> Source material
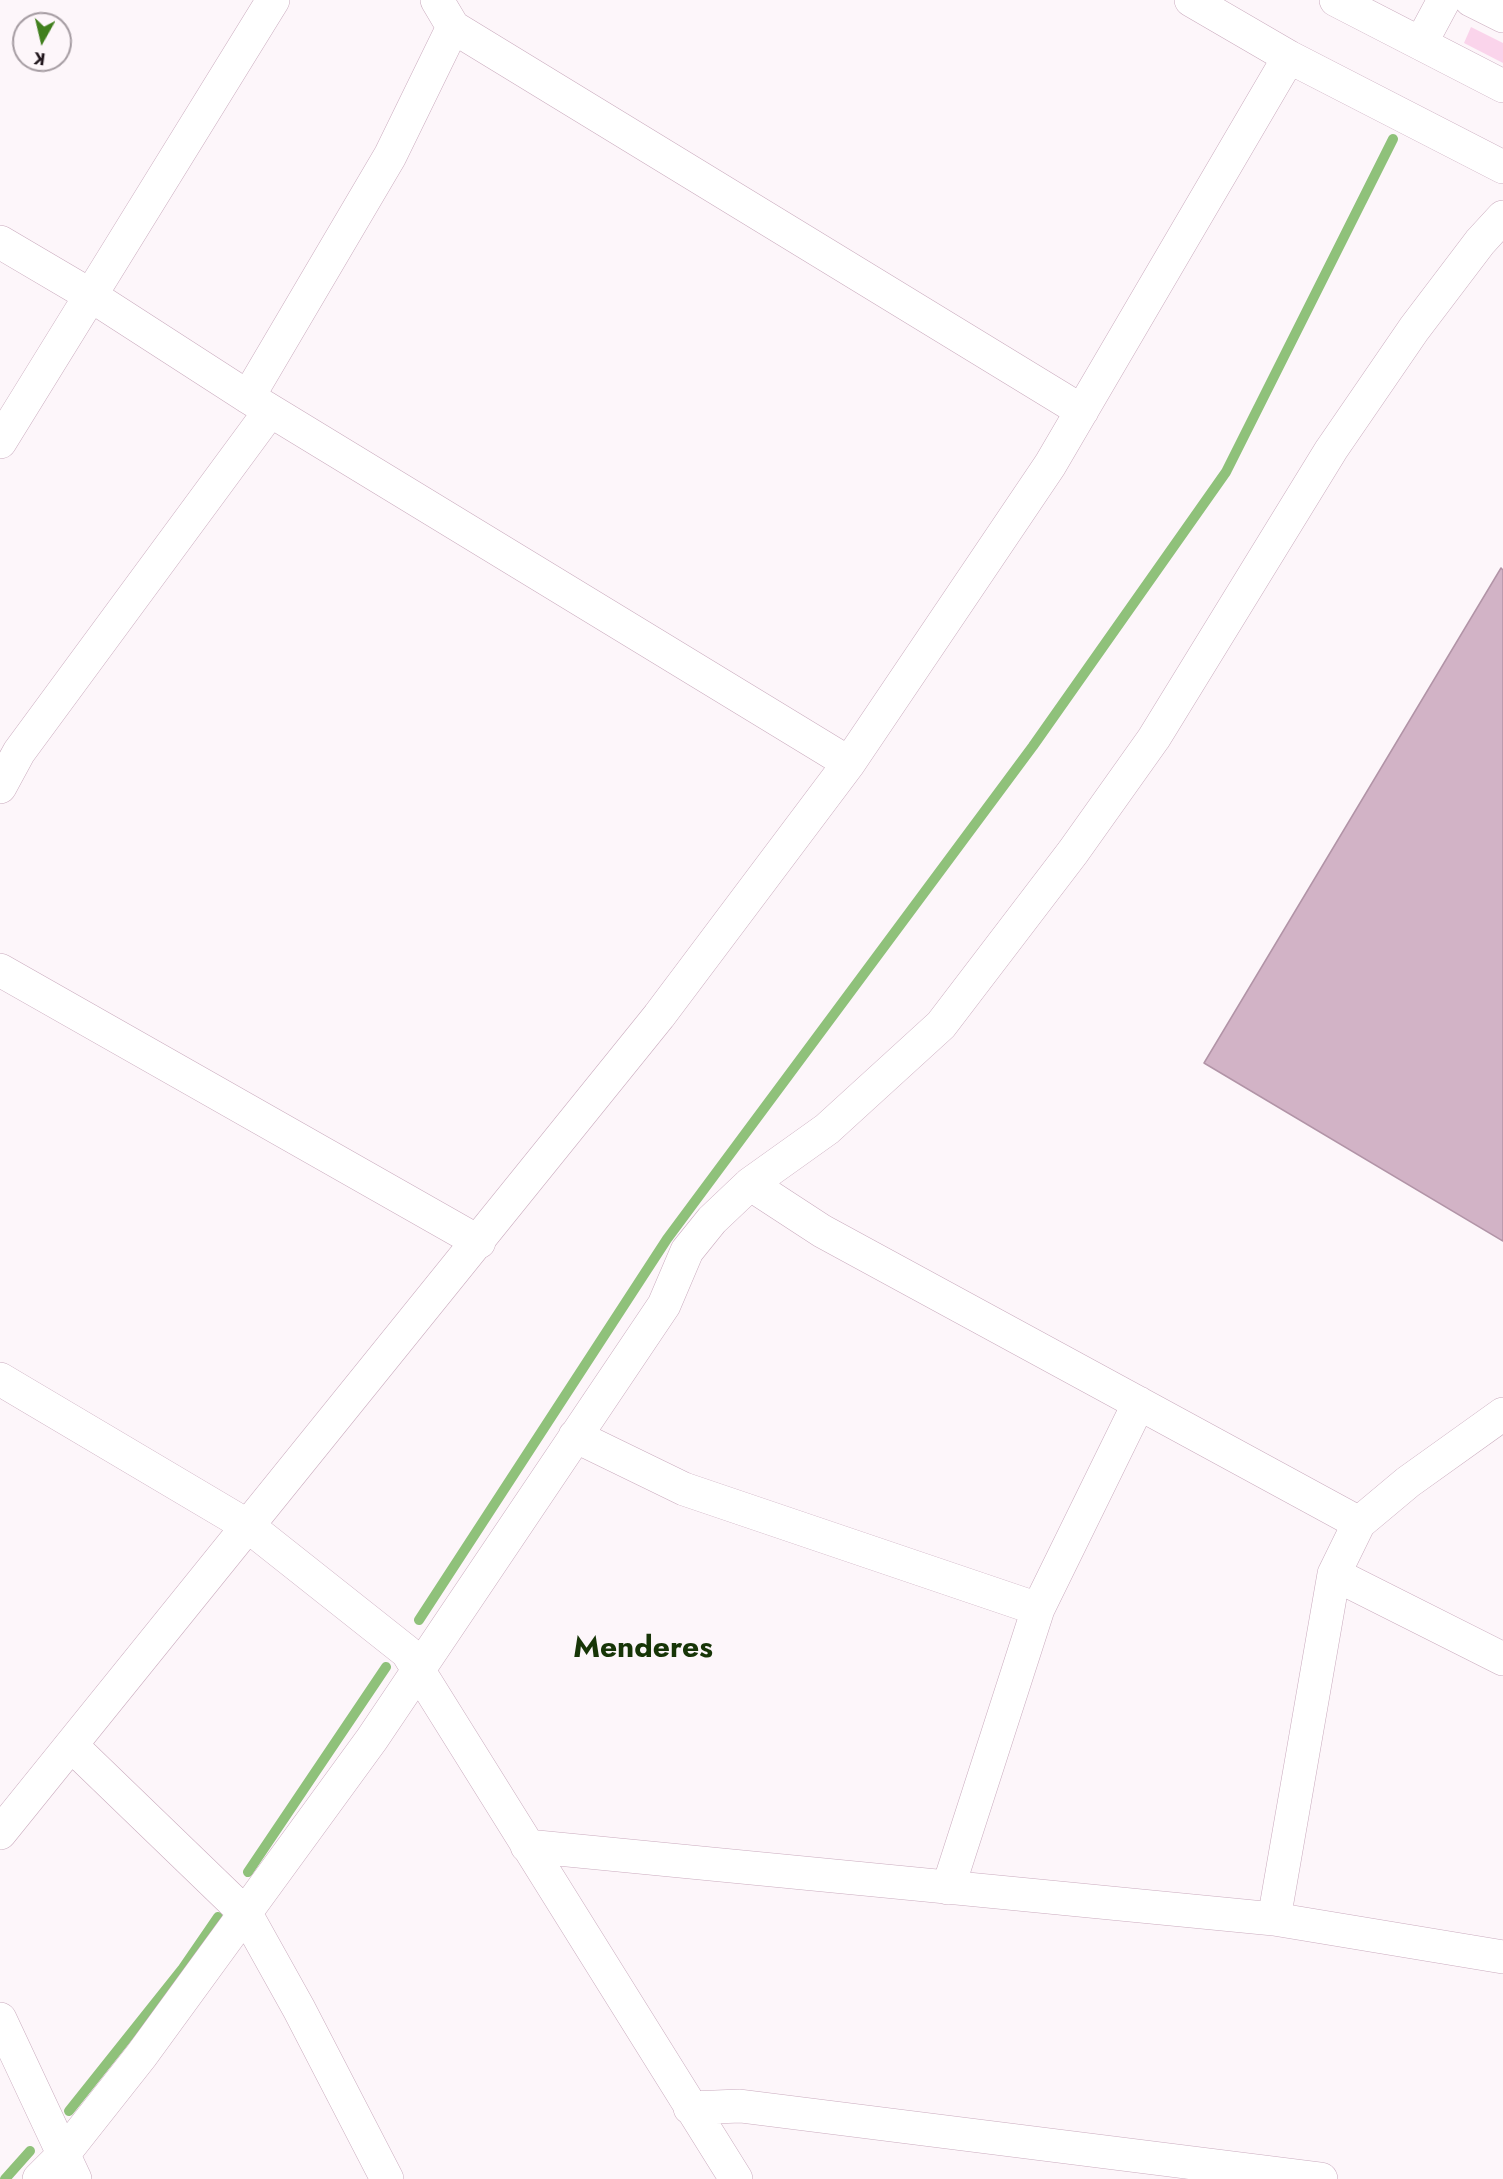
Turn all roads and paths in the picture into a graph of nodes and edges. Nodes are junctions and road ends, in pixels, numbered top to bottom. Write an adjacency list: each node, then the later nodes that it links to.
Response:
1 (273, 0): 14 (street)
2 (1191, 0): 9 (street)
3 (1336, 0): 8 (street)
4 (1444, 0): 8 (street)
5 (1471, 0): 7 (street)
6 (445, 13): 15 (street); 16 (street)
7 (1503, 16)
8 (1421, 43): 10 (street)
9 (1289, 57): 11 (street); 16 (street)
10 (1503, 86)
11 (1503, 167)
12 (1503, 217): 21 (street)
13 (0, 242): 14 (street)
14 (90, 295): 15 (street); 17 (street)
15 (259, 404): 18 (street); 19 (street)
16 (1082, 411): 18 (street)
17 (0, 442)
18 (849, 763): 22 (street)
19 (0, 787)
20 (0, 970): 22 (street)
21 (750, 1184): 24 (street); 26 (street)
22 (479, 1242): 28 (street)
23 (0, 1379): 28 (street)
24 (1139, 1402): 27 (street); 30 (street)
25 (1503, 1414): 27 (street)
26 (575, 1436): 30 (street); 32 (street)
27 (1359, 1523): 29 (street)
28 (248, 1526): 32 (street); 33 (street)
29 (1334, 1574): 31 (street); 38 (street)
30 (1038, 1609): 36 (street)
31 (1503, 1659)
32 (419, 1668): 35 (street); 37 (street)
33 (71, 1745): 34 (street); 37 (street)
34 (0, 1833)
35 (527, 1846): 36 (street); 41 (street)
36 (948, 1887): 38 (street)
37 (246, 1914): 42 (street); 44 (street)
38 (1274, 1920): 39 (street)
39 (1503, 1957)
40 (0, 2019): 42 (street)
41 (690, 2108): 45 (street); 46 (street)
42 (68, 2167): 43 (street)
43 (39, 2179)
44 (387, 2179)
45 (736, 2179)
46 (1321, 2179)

> Task statement
Retype all the entries exactly; drop the pictures.

> Solution to this task
Turn all roads and paths in the picture into a graph of nodes and edges. Nodes are junctions and road ends, in pixels, numbered top to bottom. Write an adjacency list: each node, then the later nodes that it links to.
Response:
1 (273, 0): 14 (street)
2 (1191, 0): 9 (street)
3 (1336, 0): 8 (street)
4 (1444, 0): 8 (street)
5 (1471, 0): 7 (street)
6 (445, 13): 15 (street); 16 (street)
7 (1503, 16)
8 (1421, 43): 10 (street)
9 (1289, 57): 11 (street); 16 (street)
10 (1503, 86)
11 (1503, 167)
12 (1503, 217): 21 (street)
13 (0, 242): 14 (street)
14 (90, 295): 15 (street); 17 (street)
15 (259, 404): 18 (street); 19 (street)
16 (1082, 411): 18 (street)
17 (0, 442)
18 (849, 763): 22 (street)
19 (0, 787)
20 (0, 970): 22 (street)
21 (750, 1184): 24 (street); 26 (street)
22 (479, 1242): 28 (street)
23 (0, 1379): 28 (street)
24 (1139, 1402): 27 (street); 30 (street)
25 (1503, 1414): 27 (street)
26 (575, 1436): 30 (street); 32 (street)
27 (1359, 1523): 29 (street)
28 (248, 1526): 32 (street); 33 (street)
29 (1334, 1574): 31 (street); 38 (street)
30 (1038, 1609): 36 (street)
31 (1503, 1659)
32 (419, 1668): 35 (street); 37 (street)
33 (71, 1745): 34 (street); 37 (street)
34 (0, 1833)
35 (527, 1846): 36 (street); 41 (street)
36 (948, 1887): 38 (street)
37 (246, 1914): 42 (street); 44 (street)
38 (1274, 1920): 39 (street)
39 (1503, 1957)
40 (0, 2019): 42 (street)
41 (690, 2108): 45 (street); 46 (street)
42 (68, 2167): 43 (street)
43 (39, 2179)
44 (387, 2179)
45 (736, 2179)
46 (1321, 2179)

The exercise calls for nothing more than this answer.